A causa del Gran Premio della MotoGP ricco di emozioni e sentimenti positivi, a causa del brusco giro di terra. KTM Lascia il continente americano con meno soddisfazioni di quante se aspettasse. Ma probabilmente con il certezza dire aver in cartella Brad il suo uomo di punta, capace si trarre il massimo possibile ache in eventi difficili. Questo ci decono le tappe in Argentina ed in USA: l’ex iridato Moto3 ha chiuso tra le occasioni arrivate il migliore del marchio. Anzi, nel GP di Austin sono l’unico che andrà a segno. Forse un inatteso “risveglio” dopo i primi due round da proudi, ma è anche una grossa spinta per le prossime 17 GP.

“Ho fatto quello che dovevo”

Tante difficoltà per Miguel Oliveira nel doppio round MotoGP nel nuovo continente. Not nostante i guai di grip al posteriore in Argentina, aveva limitato danni i chiudendo 13°. E questa volta peggio in Texas: un GP complesso fin da subito, una gara chiusa in 18^ posizione, ovvero nettamente fuori dalla zona punti. Dall’altra parte invece c’è cartella Brad Hey Vieni qui, ha tenuto a galla il marchio in entrambi gli eventi. Dà 11° a ottimo 6° a Termas de Río Hondo, confermandosi uno dei rimonte in gara. Domenica scorsa era di nuovo nella top ten, precisamente in lotta per la nona posizione, prima di un intoppo: un contatto con la posteriore del D16 di Zarco dovuto alla virata dalla fine spinge in 12^ posizione. Nazioni unite bilancio magroArrivo sempre punti grazie a lui. “Ho lottato da subito, ho fatto quello che dovevo” Ha sottolineato alla fine del GP delle Americhe. Peccato per il suo errore. “Ho sbagliato e non avevo più tempo per recuperare. Mamma ho fatto del mio meglio.”

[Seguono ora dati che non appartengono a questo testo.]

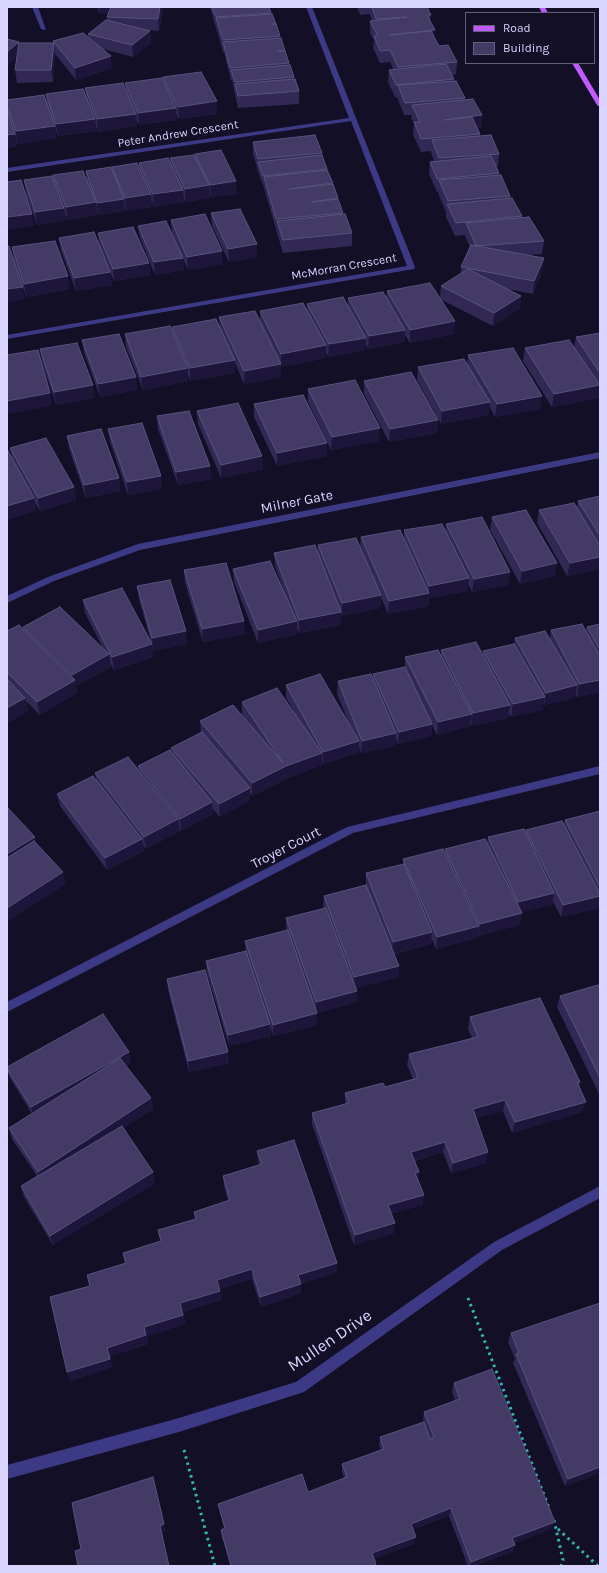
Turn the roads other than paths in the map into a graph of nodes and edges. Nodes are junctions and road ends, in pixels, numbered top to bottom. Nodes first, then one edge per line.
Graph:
1 (35, 7) edge
2 (309, 7) edge
3 (44, 29) dead end
4 (576, 64) edge
5 (600, 105) edge
6 (353, 119) junction
7 (7, 170) edge
8 (7, 337) edge
9 (600, 455) edge
10 (7, 600) edge
11 (600, 770) edge
12 (7, 1007) edge
13 (600, 1192) edge
14 (7, 1472) edge

1 - 3 street
2 - 6 street, McMorran Crescent
4 - 5 main road
6 - 7 street, Peter Andrew Crescent
6 - 8 street, McMorran Crescent
9 - 10 street, Milner Gate
11 - 12 street, Troyer Court
13 - 14 street, Mullen Drive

“Non così male come sembra”

Perché GP che lascia amaro in bocca alla truppa KTM. Mamma il palco è lungo ed il livello in MotoGP è simile, nessuno infatti ha fatto davvero la differenza questi primi quattro eventi. Vedremo poi col ritorno in Europa dalla prossima setimana. Certo non è semplice però commentare quanto fatto nel continente americano, ma Francesco Guidotti vicino di vedere il bicchiere mezzo pieno in entrambi. Alla base in particolare di questo “Brad è stato davvero costante.” In Texas ma con l’intoppo citato. “Era quasi niente…” Non se posso negare, ma c’è un doppio evento un po’ troppo complessosoprattutto ad Austin. “Dobbiamo analizzare come mai” ha chiamato il capogruppo. “In generale, ma non è andata così male come sembra dare risultati. Forse siamo stati un po’ troppo conservatori all’inizio, ma anche questa è esperienza. Dobbiamo essere più aggressivi nei prossimi GP.”